Bis 2013 werden dort rund 400 Millionen Euro in neue Gebäude und Anlagen für die Produktion des Megacity Vehicle (MCV) investiert. Dabei werden rund 800 Arbeitsplätze geschaffen.

„Die Produktion des Megacity Vehicle in Deutschland ist ein klares Bekenntnis der BMW Group zum Hightech-Standort Deutschland,“ sagt BMW-Vorstandschef Dr. Norbert Reithofer. „Wir haben uns mit Leipzig bewusst für einen Standort in Deutschland entschieden, für unser jüngstes und modernstes Werk mit den flexibelsten Strukturen.“

Inklusive der Komponentenfertigung investieren die BMW Group und das Joint-Venture mit der SGL Group zur Fertigung von Carbonfasern insgesamt rund 530 Millionen Euro. Davon profitieren die BMW-Standorte Leipzig und Landshut sowie die Joint Venture Standorte Wackersdorf und Moses Lake (Washington, USA). In Summe entstehen so über 1 000 Arbeitsplätze.

Nachhaltigkeit prägt nicht nur das Autokonzept, sondern auch die Produktion. So sollen der Energiebedarf um 50 Prozent und der Wasserverbrauch um 70 Prozent pro Fahrzeug reduziert werden. Das Unternehmen strebt an, die eingesetzte Energie vollständig aus regenerativen Energiequellen zu decken.

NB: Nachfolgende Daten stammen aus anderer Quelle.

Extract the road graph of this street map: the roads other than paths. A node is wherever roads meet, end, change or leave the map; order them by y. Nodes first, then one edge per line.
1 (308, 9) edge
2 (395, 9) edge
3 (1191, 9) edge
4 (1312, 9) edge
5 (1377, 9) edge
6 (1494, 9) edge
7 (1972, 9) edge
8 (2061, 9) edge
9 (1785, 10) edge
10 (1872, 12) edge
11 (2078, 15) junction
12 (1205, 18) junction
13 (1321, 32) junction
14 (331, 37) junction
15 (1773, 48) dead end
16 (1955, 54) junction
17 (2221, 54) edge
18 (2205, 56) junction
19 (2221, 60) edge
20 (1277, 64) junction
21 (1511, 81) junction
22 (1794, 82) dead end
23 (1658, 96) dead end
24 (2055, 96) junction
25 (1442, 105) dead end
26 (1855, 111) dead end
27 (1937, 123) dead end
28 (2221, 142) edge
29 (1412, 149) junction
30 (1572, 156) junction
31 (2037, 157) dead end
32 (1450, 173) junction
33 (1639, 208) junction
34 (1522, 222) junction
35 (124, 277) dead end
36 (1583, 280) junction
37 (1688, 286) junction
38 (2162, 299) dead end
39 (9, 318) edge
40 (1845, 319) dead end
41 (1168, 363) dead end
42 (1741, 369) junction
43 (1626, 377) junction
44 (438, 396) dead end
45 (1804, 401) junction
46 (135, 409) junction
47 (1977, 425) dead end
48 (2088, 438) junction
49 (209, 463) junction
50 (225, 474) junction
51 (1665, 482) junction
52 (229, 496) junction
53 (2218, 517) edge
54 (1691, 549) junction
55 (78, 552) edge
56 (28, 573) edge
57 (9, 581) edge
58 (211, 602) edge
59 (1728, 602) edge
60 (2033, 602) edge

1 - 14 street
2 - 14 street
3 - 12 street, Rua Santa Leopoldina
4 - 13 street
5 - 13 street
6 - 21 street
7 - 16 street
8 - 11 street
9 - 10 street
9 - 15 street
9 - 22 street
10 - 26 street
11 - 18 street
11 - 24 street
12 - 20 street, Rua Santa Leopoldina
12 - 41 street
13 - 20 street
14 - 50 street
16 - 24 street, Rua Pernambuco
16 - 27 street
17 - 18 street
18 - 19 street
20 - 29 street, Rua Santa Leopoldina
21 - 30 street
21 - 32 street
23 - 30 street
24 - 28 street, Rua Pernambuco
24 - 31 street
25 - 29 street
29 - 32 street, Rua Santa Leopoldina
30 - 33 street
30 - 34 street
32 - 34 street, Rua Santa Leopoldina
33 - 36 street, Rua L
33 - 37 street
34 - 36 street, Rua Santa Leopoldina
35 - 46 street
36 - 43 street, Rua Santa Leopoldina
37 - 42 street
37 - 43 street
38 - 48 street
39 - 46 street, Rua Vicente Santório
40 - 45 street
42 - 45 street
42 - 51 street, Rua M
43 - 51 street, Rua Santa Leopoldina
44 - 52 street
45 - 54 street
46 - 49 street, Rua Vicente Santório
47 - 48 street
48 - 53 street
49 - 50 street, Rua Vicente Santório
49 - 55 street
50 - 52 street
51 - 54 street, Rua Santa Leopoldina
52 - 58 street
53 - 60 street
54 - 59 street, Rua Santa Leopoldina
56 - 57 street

Bereits ab 2011 läuft im Werk Leipzig der BMW ActiveE auf Basis des BMW 1er Coupé vom Band. Dieses Fahrzeug ist nach dem MINI E der zweite Schritt der BMW Group hin zum emissionsfreien Elektrofahrzeug in Serienproduktion. Die Erfahrungen mit dem MINI E und dem BMW ActiveE fließen in die Serienentwicklung des MCV ein.